La Russia è decisa a non fare passi indietro, tanto da porre il veto in Consiglio di Sicurezza contro la risoluzione proposta dalla Francia per un immediato cessate il fuoco. Perché probabilmente agli occhi del Presidente Putin il cessate il fuoco sarà consequenziale solo alla cacciata dei ribelli da Aleppo. Dal quel momento al tavolo delle trattative sarà protagonista nel ridisegnare i confini siriani garantendosi il tanto agognato accesso alla fascia costiera e dunque al mare. Tale progetto non deve poi dispiacere molto ad Ankara che punta invece a creare un’area di influenza nell’area di Aleppo, Idilib e Latakia (in cui è presente la base russa di Hmeimim, che dopo la firma del trattato con Assad rimarrà permanente) a chiudere definitivamente ogni possibilità ai curdi di creare una regione autonoma.

Al di là degli equilibri regionali, quando ci chiediamo perché ad Aleppo si continua a morire non dobbiamo dimenticare il clima di guerra fredda che si respira nuovamente tra gli Usa e la Russia. La Siria è solo uno degli scenari in cui questo confronto/scontro si consuma. Sul questo versante entrambe le potenze mondiali provano a manovrare gli attori locali che spesso, però, sfuggono al loro controllo e a farne le spese è la popolazione siriana.

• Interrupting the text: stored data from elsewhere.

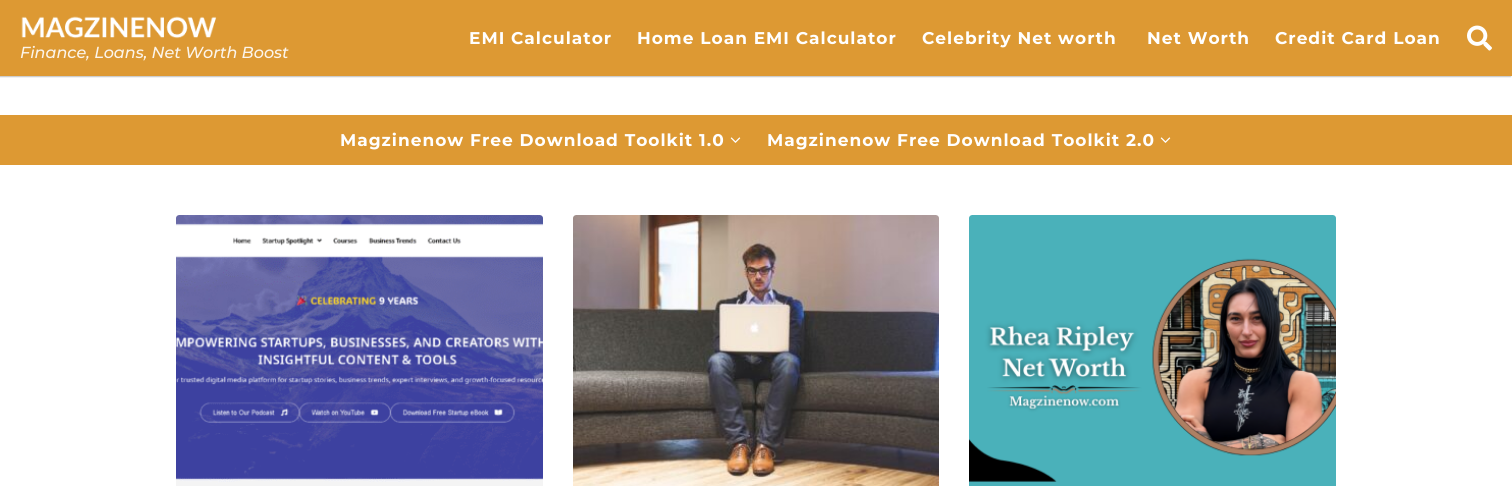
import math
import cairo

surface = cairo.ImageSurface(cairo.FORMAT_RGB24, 1512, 486)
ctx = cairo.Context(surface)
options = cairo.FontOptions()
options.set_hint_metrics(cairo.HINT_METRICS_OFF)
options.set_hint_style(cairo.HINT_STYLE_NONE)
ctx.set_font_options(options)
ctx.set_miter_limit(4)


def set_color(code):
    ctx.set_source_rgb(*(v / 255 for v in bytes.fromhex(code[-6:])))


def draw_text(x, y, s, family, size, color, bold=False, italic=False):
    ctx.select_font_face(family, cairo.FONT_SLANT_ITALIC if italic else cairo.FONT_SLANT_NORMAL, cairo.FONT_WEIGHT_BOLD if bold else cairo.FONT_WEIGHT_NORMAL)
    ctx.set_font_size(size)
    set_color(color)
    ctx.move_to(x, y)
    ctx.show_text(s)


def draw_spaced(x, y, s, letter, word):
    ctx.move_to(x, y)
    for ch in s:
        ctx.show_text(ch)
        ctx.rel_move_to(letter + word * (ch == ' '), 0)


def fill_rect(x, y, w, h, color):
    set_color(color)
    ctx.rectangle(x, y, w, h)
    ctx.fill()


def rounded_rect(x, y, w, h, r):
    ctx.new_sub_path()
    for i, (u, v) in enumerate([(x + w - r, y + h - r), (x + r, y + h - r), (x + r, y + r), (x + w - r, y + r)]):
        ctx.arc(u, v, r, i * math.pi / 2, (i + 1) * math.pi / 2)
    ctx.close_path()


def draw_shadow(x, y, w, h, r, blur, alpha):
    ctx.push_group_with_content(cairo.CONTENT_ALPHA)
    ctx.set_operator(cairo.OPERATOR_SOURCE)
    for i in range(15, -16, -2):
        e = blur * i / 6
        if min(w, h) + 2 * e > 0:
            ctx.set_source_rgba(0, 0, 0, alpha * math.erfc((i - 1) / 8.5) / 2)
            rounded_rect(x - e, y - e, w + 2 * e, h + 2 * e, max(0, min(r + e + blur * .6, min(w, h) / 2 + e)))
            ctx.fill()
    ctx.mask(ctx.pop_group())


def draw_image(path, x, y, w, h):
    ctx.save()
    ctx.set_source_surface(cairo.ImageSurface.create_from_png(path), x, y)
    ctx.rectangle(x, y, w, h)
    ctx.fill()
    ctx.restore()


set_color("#ffffff")
ctx.paint()
set_color("#2a2a2a")
draw_shadow(-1, 1, 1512, 76, 0, 0.5, 0.27)
fill_rect(0, 0, 1512, 76, "#dd9933")
ctx.select_font_face("Montserrat", cairo.FONT_SLANT_NORMAL, cairo.FONT_WEIGHT_BOLD)
ctx.set_font_size(17)
set_color("#ffffff")
draw_spaced(469, 44, "EMI Calculator", 1, 0)
draw_spaced(637, 44, "Home Loan EMI Calculator", 1, 0)
draw_spaced(922, 44, "Celebrity Net worth", 1, 0)
draw_spaced(1147, 44, "Net Worth", 1, 0)
draw_spaced(1275, 44, "Credit Card Loan", 1, 0)
draw_image("assets/img1.png", 1467, 25, 25, 26)
draw_image("assets/img2.png", 21, 16, 196, 23)
draw_text(20, 58, "Finance, Loans, Net Worth Boost", "Montserrat Medium", 16, "#fcf5eb", italic=True)
fill_rect(0, 115, 1512, 50, "#dd9933")
ctx.select_font_face("Montserrat", cairo.FONT_SLANT_NORMAL, cairo.FONT_WEIGHT_BOLD)
ctx.set_font_size(17)
set_color("#ffffff")
draw_spaced(340, 146, "Magzinenow Free Download Toolkit 1.0", 1, 0)
draw_image("assets/img3.png", 730, 137, 11, 6)
draw_spaced(767, 146, "Magzinenow Free Download Toolkit 2.0", 1, 0)
draw_image("assets/img3.png", 1160, 137, 11, 6)
draw_image("assets/img4.png", 176, 215, 367, 271)
draw_image("assets/img5.png", 573, 215, 366, 271)
draw_image("assets/img6.png", 969, 215, 367, 271)
surface.write_to_png("output.png")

Da ieri mattina si sono fermati i raid aerei russi sulla zona di Aleppo poiché da domani, dalle 8 del mattino alle 16, sarà introdotta una pausa umanitaria di 8 ore per permettere il passaggio degli aiuti umanitari, dei cittadini e per evacuazione di malati e i feriti. «Si tratta di un gesto di buona volontà per cercare di dividere l’opposizione moderata dai ribelli», ha commentato il ministro degli esteri russo Sergei Lavrov. Le Nazioni Unite hanno dichiarato l’iniziativa russa positiva, ma non sufficientemente lunga per distribuire gli aiuti necessari.